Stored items
★ ★ ★
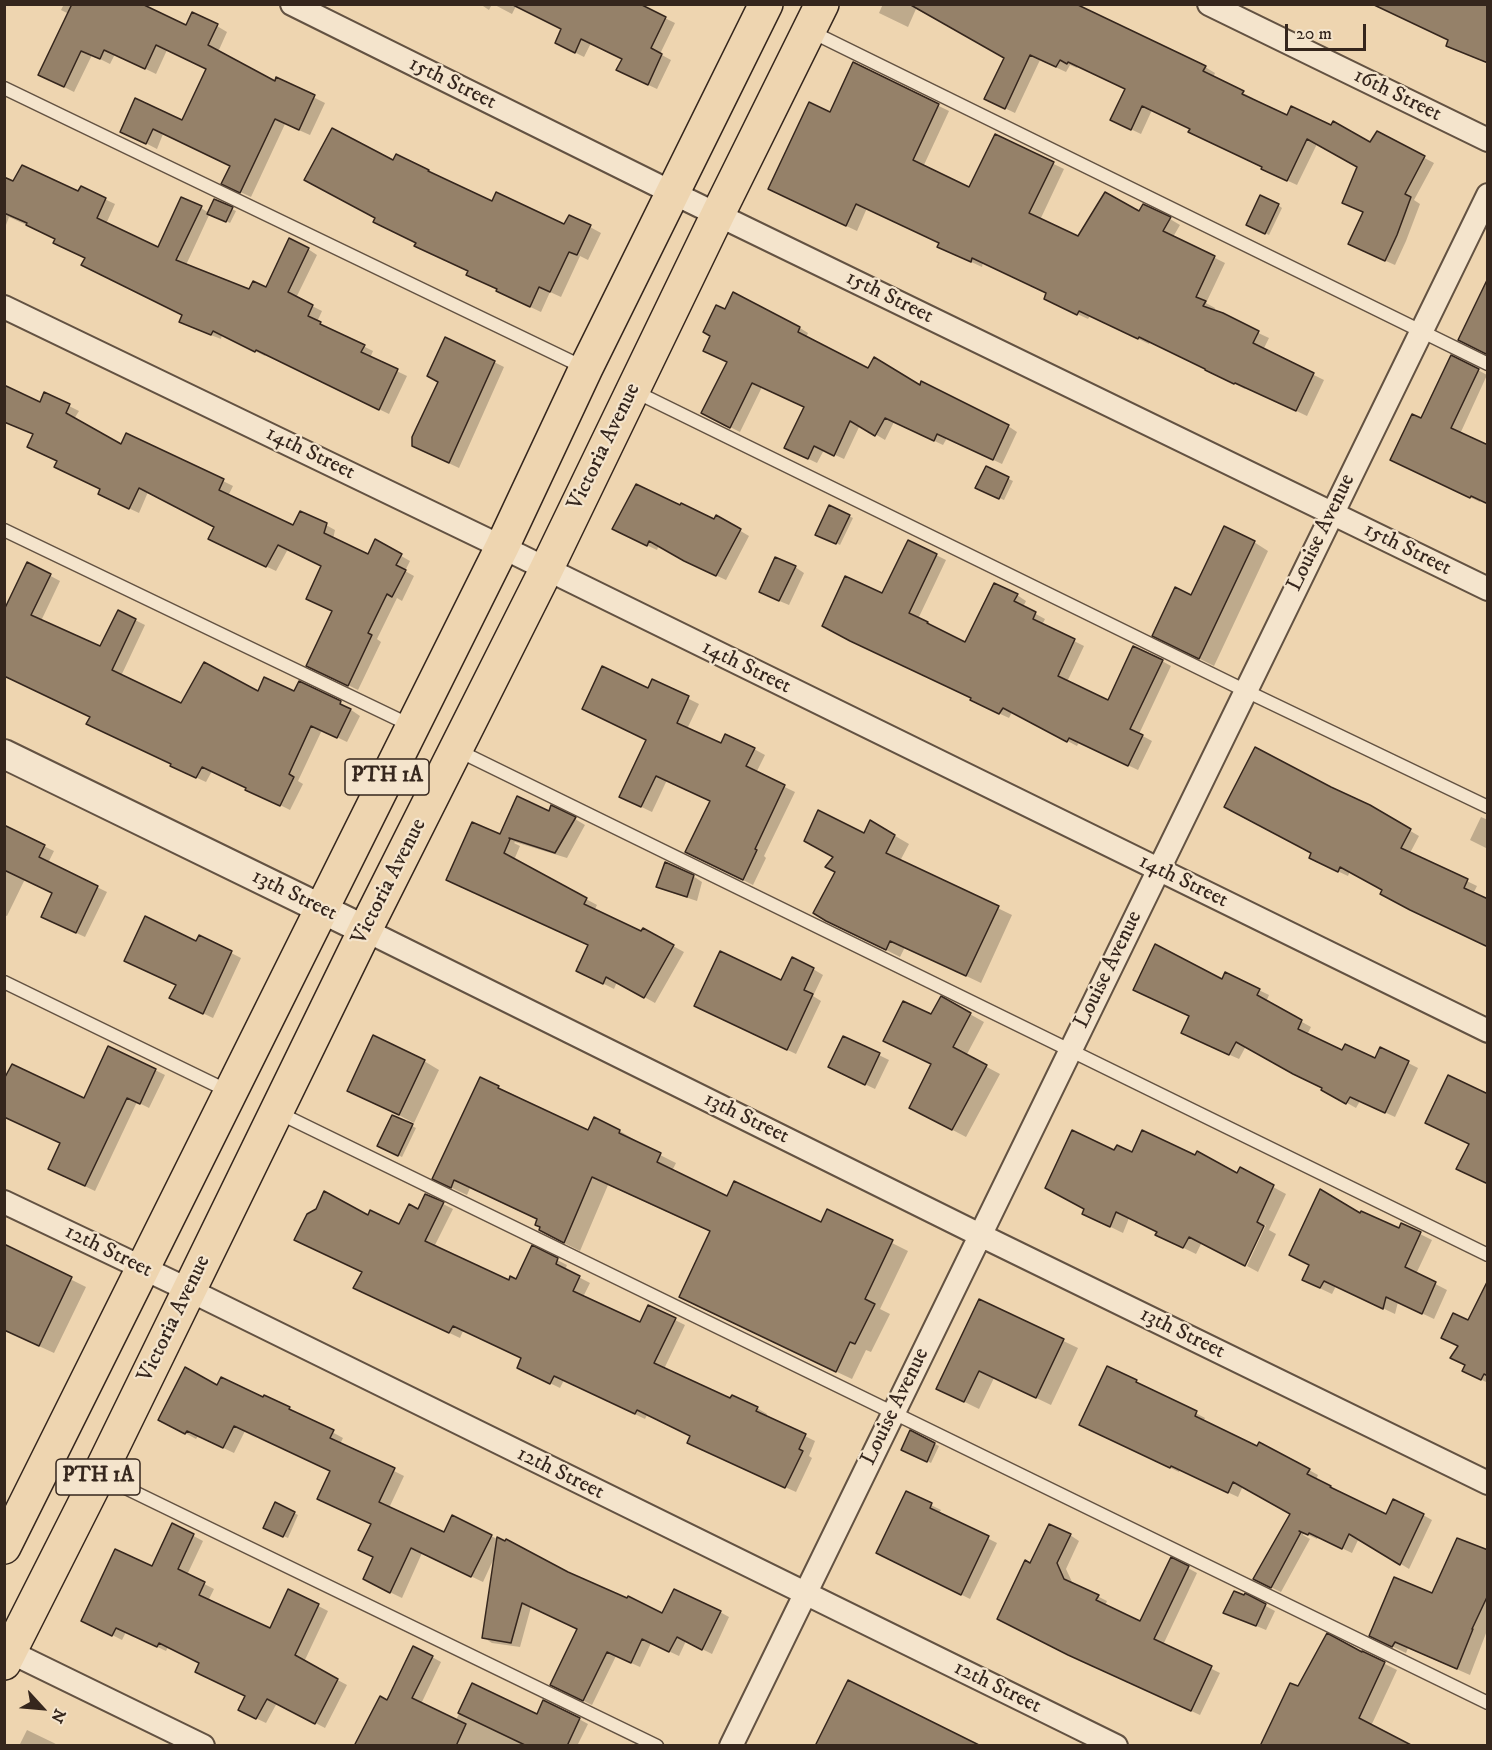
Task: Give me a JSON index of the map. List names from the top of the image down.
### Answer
{
  "streets": {
    "main road": ["Victoria Avenue", "PTH 1A"],
    "street": [
      "15th Street",
      "16th Street",
      "14th Street",
      "Louise Avenue",
      "13th Street",
      "12th Street"
    ]
  },
  "crossings": [
    ["15th Street", "Victoria Avenue"],
    ["15th Street", "Louise Avenue"],
    ["15th Street", "PTH 1A"],
    ["Victoria Avenue", "14th Street"],
    ["Victoria Avenue", "13th Street"],
    ["Victoria Avenue", "12th Street"],
    ["14th Street", "Louise Avenue"],
    ["14th Street", "PTH 1A"],
    ["Louise Avenue", "13th Street"],
    ["Louise Avenue", "12th Street"],
    ["PTH 1A", "13th Street"],
    ["PTH 1A", "12th Street"]
  ],
  "scale_bar": "20 m",
  "north": "bottom right"
}
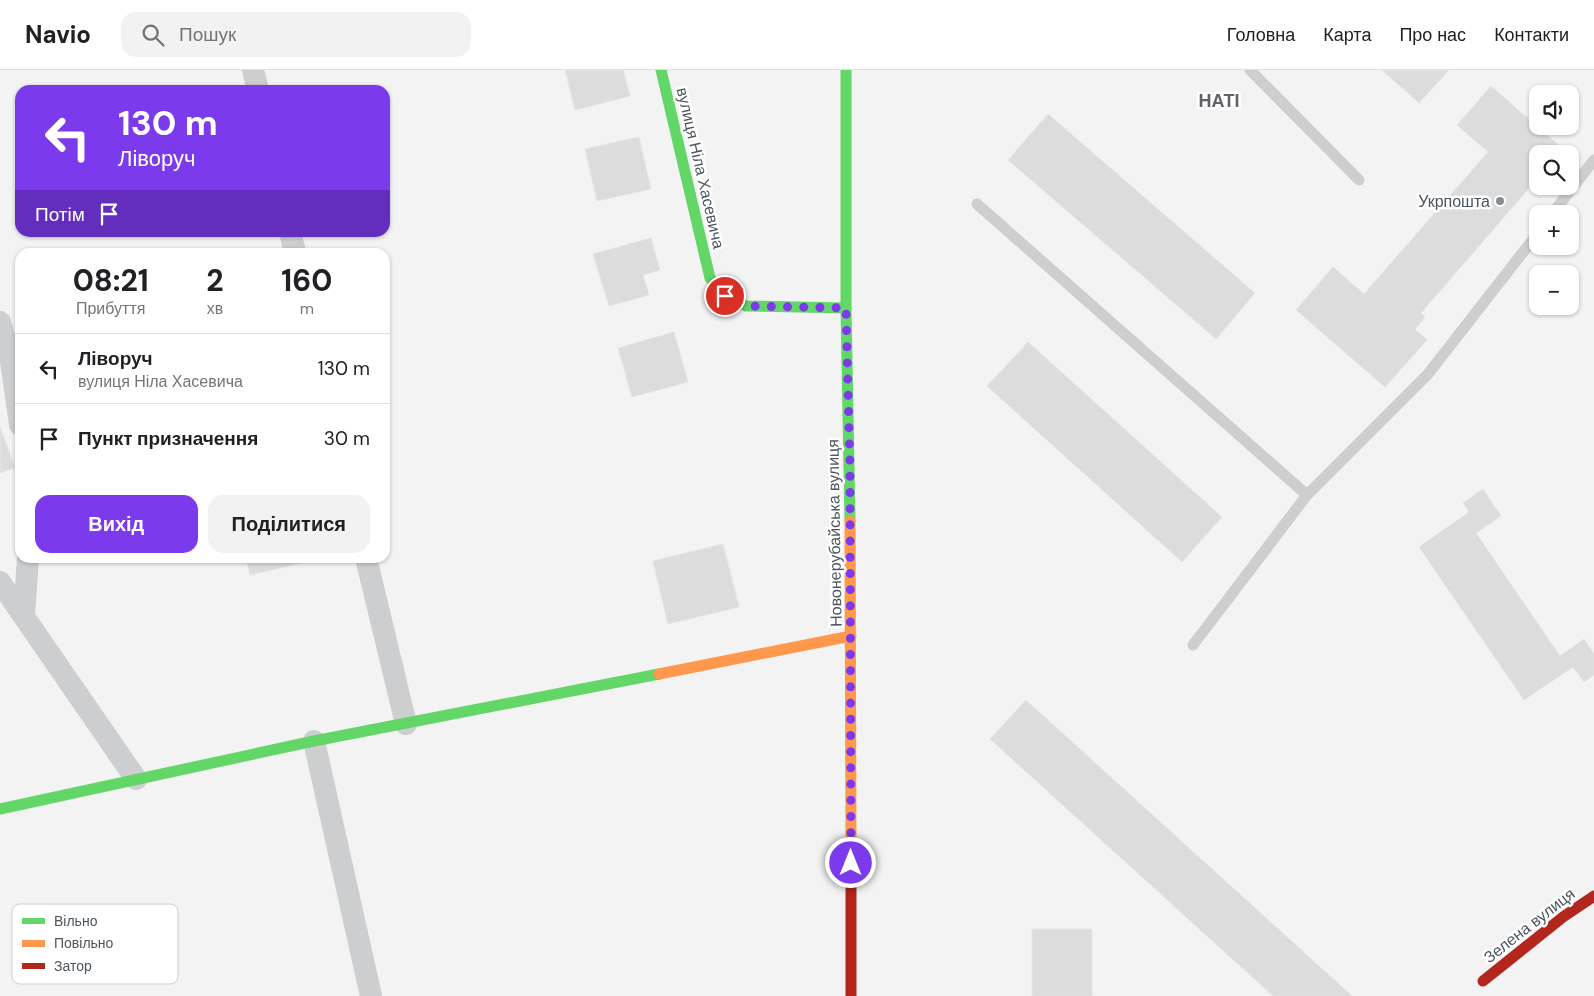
★ ★ ★
* _About this exercise_: With the pictures left aside, write out all of the records above exactly.

* _Problem solution_:
Task: Give me a JSON index of the map. List names from the top of the image down.
### Answer
{
  "streets": {
    "main road": ["Victoria Avenue", "PTH 1A"],
    "street": [
      "15th Street",
      "16th Street",
      "14th Street",
      "Louise Avenue",
      "13th Street",
      "12th Street"
    ]
  },
  "crossings": [
    ["15th Street", "Victoria Avenue"],
    ["15th Street", "Louise Avenue"],
    ["15th Street", "PTH 1A"],
    ["Victoria Avenue", "14th Street"],
    ["Victoria Avenue", "13th Street"],
    ["Victoria Avenue", "12th Street"],
    ["14th Street", "Louise Avenue"],
    ["14th Street", "PTH 1A"],
    ["Louise Avenue", "13th Street"],
    ["Louise Avenue", "12th Street"],
    ["PTH 1A", "13th Street"],
    ["PTH 1A", "12th Street"]
  ],
  "scale_bar": "20 m",
  "north": "bottom right"
}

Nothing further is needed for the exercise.